The Tigers took care of the roster part of Brennan Boesch’s season-ending thumb surgery by placing the outfielder on the 15-day disabled list Friday.
The move is a formality, but an important one. It makes no difference for the regular-season roster, since rosters are expanded for September and they don’t need the extra room. For the postseason roster, however, it might allow them to carry a player they otherwise couldn’t. Though players usually have to be on the 25-man roster or DL on Aug. 31 to be eligible for the postseason, teams can fill spots left open by players on the DL. Anyone who’s on the 40-man roster as of Aug. 31 can fill those spots, even if they’re not with the team until September (think Andy Dirks, for example).
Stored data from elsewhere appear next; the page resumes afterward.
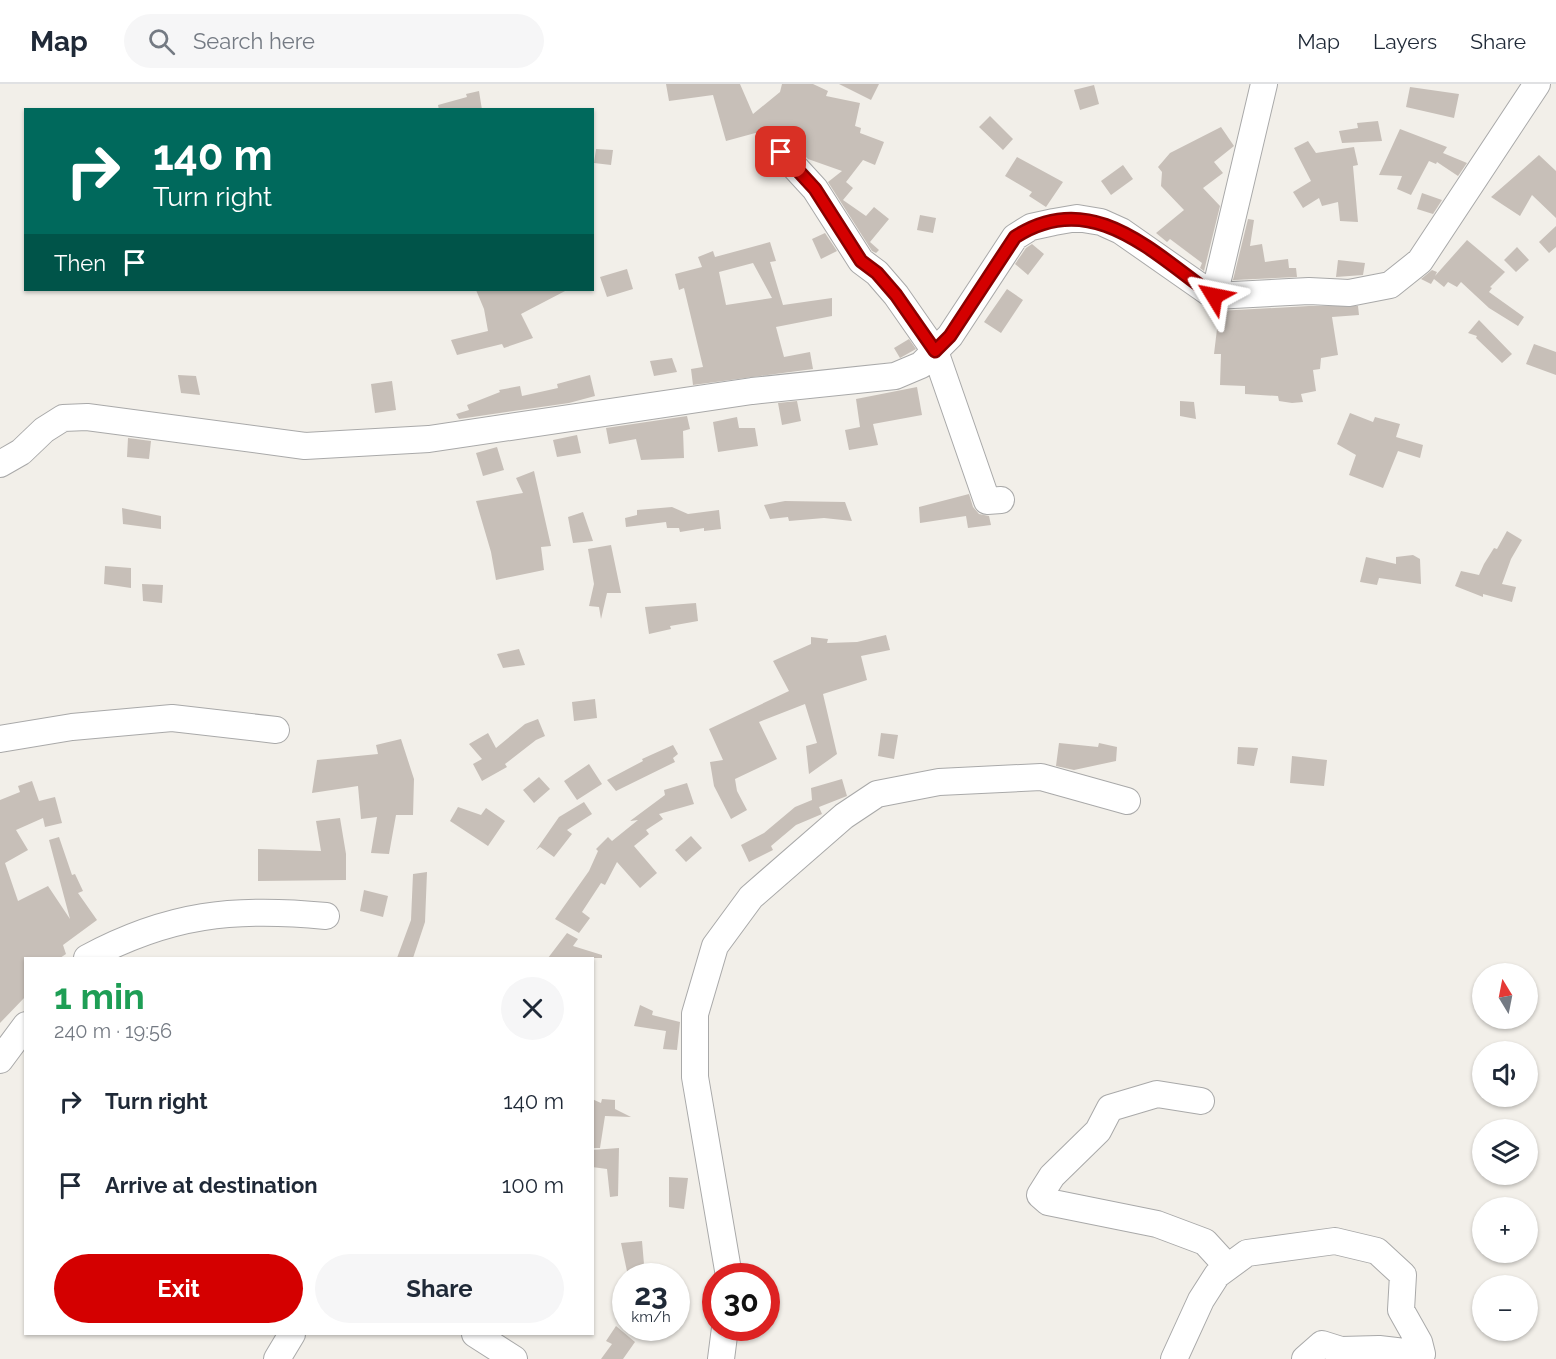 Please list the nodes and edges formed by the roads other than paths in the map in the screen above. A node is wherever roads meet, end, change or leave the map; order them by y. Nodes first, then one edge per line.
1 (1264, 84) edge
2 (1537, 84) edge
3 (771, 141) dead end
4 (1214, 296) junction
5 (935, 351) junction
6 (0, 464) edge
7 (1001, 500) dead end
8 (276, 729) dead end
9 (0, 739) edge
10 (1126, 801) dead end
11 (326, 916) dead end
12 (89, 957) edge
13 (24, 1028) edge
14 (0, 1060) edge
15 (1200, 1101) dead end
16 (727, 1263) edge
17 (1227, 1266) junction
18 (291, 1335) edge
19 (477, 1335) edge
20 (723, 1341) edge
21 (277, 1359) edge
22 (514, 1359) edge
23 (721, 1359) edge
24 (1174, 1359) edge
25 (1305, 1359) edge

1 - 4 street
2 - 4 street
3 - 5 street
4 - 5 street
5 - 6 street
5 - 7 street
8 - 9 street
10 - 16 street
11 - 12 street
13 - 14 street
15 - 17 street
17 - 24 street
17 - 25 street
18 - 21 street
19 - 22 street
20 - 23 street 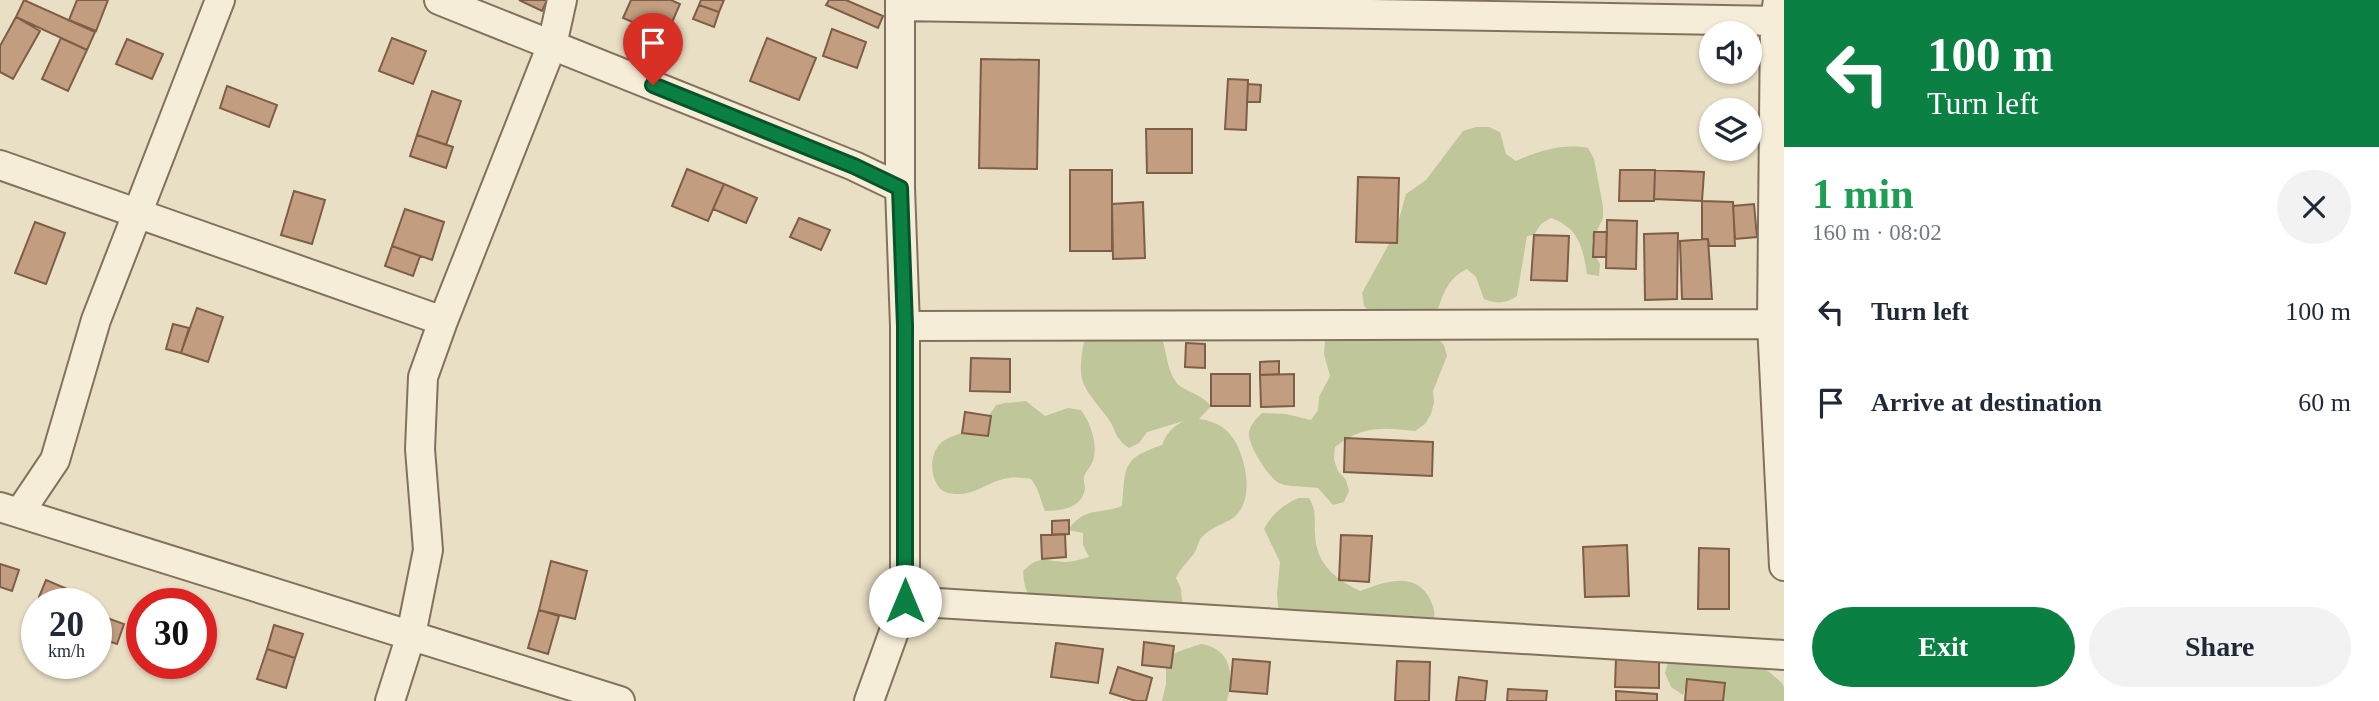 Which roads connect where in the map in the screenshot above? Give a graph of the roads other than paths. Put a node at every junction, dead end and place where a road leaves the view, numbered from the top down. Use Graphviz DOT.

The Tigers already had two potential spots with Joel Zumaya and Brad Thomas on the DL with season-ending injuries. Boesch makes it three.
Boesch underwent surgery Tuesday in Cleveland to repair a torn ligament in his right thumb. He’s expected to be ready in time for the start of Spring Training, but won’t be ready for the postseason no matter how far the Tigers might advance.